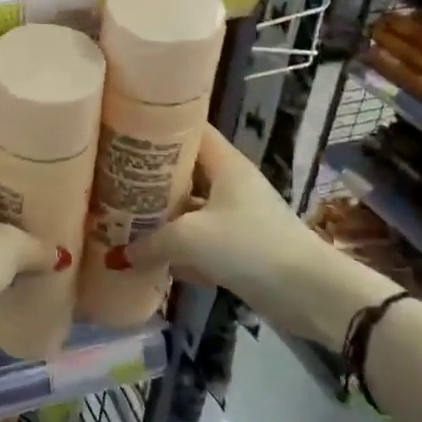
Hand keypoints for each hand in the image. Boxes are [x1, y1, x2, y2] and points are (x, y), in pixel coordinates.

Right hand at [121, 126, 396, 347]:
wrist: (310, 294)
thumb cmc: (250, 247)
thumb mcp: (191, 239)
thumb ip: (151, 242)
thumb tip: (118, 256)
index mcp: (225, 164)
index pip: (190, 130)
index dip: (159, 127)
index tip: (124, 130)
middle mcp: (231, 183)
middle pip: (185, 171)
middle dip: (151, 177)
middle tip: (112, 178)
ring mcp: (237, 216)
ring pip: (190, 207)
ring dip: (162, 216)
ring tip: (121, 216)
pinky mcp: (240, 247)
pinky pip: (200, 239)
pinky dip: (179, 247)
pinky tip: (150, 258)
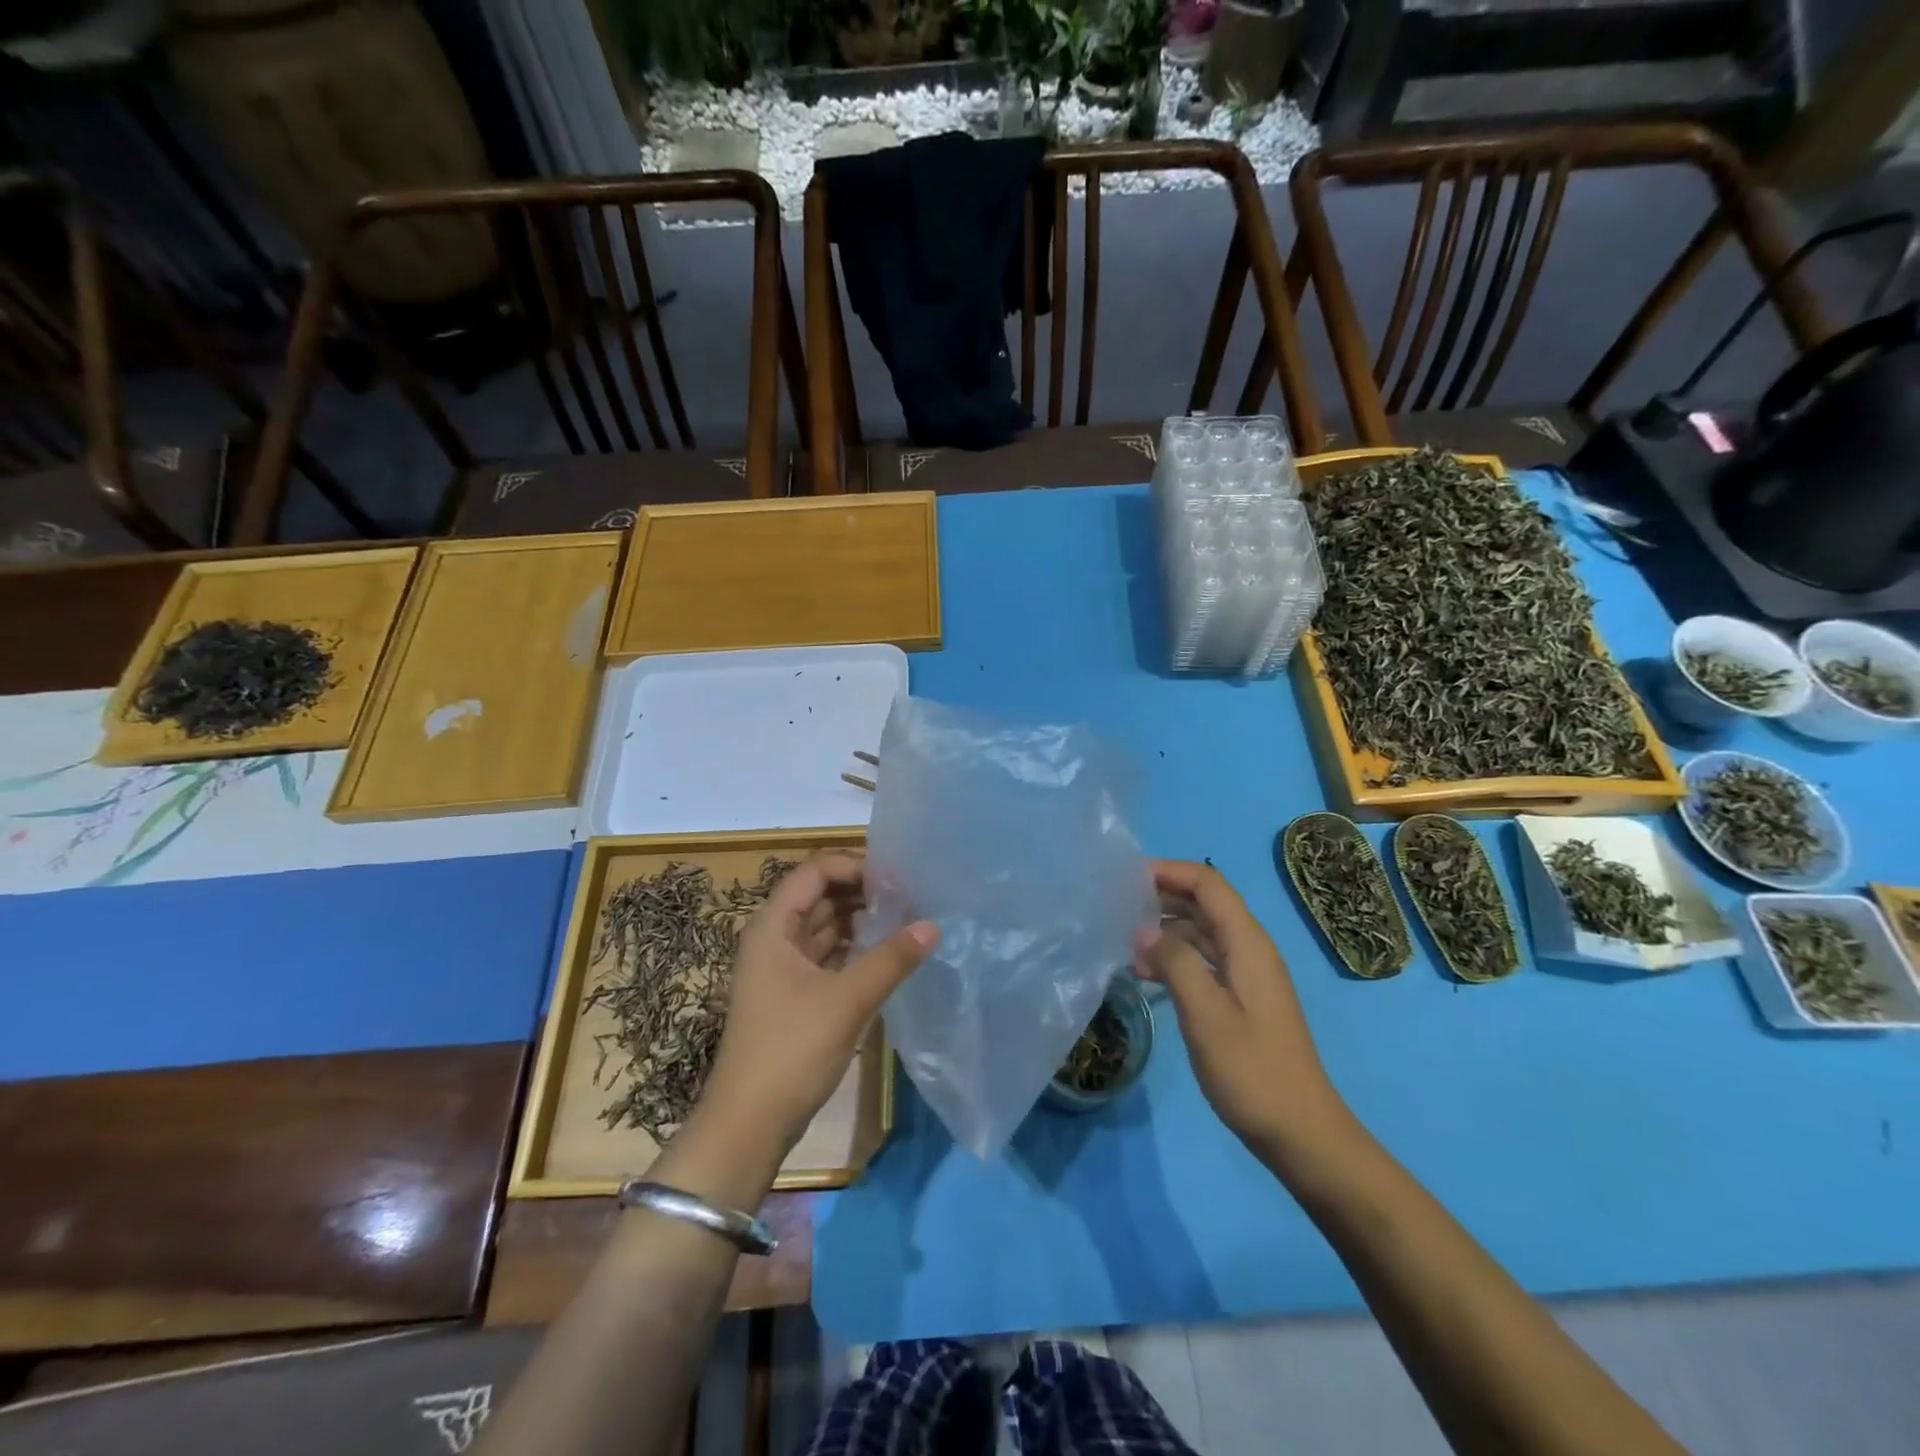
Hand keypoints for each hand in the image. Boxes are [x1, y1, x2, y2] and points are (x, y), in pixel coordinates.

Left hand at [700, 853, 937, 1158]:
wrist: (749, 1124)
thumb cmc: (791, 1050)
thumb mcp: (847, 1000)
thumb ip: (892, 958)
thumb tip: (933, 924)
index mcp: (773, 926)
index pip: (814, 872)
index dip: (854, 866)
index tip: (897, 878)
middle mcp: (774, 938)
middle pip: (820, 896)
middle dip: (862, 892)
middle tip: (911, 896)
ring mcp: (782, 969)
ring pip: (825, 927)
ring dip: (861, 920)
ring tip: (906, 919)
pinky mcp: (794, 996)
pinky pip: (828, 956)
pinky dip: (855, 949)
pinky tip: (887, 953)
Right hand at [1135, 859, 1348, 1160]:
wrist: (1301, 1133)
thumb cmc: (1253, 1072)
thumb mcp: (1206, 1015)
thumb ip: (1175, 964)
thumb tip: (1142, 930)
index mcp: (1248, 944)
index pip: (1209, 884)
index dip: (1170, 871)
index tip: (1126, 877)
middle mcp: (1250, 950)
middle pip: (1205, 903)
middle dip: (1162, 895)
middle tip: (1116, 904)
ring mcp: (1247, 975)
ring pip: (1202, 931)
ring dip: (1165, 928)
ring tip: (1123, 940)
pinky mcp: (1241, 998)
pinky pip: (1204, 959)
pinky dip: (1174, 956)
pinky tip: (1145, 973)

· · · · · · ·

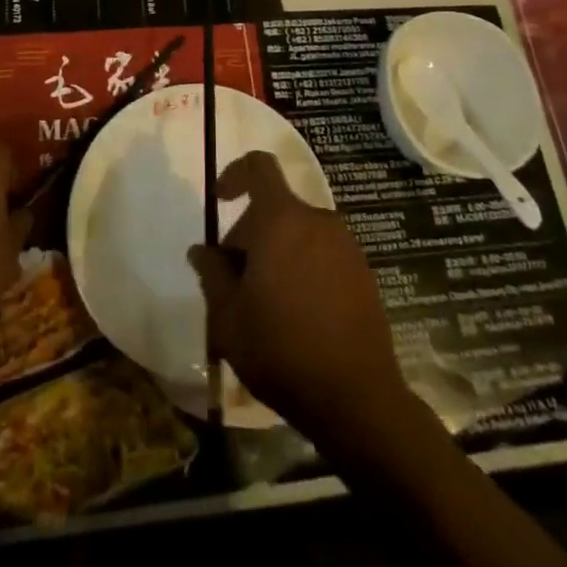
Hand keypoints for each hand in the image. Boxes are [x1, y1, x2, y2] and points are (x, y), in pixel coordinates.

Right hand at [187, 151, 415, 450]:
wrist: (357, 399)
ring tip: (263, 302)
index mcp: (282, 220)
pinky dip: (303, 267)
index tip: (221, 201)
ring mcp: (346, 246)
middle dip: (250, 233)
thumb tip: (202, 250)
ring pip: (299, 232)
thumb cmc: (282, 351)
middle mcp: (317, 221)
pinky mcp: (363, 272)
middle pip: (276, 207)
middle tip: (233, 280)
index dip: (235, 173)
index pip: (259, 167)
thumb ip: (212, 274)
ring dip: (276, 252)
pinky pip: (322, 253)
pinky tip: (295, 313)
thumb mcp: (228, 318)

· · · · · · ·

◆ **Exercise requirements**:
Look above for the line that contains "index pip: (1209, 884)". Starting there, transcribe every line exactly until you have copied the line that contains "pinky pip: (1204, 959)".

◆ **Answer to this task**:
index pip: (1209, 884)
index dip: (1170, 871)
index tip: (1126, 877)
middle mcp: (1250, 950)
middle pip: (1205, 903)
middle dip: (1162, 895)
middle tip: (1116, 904)
ring mcp: (1247, 975)
ring pip: (1202, 931)
ring dip: (1165, 928)
ring tip: (1123, 940)
pinky mcp: (1241, 998)
pinky pip: (1204, 959)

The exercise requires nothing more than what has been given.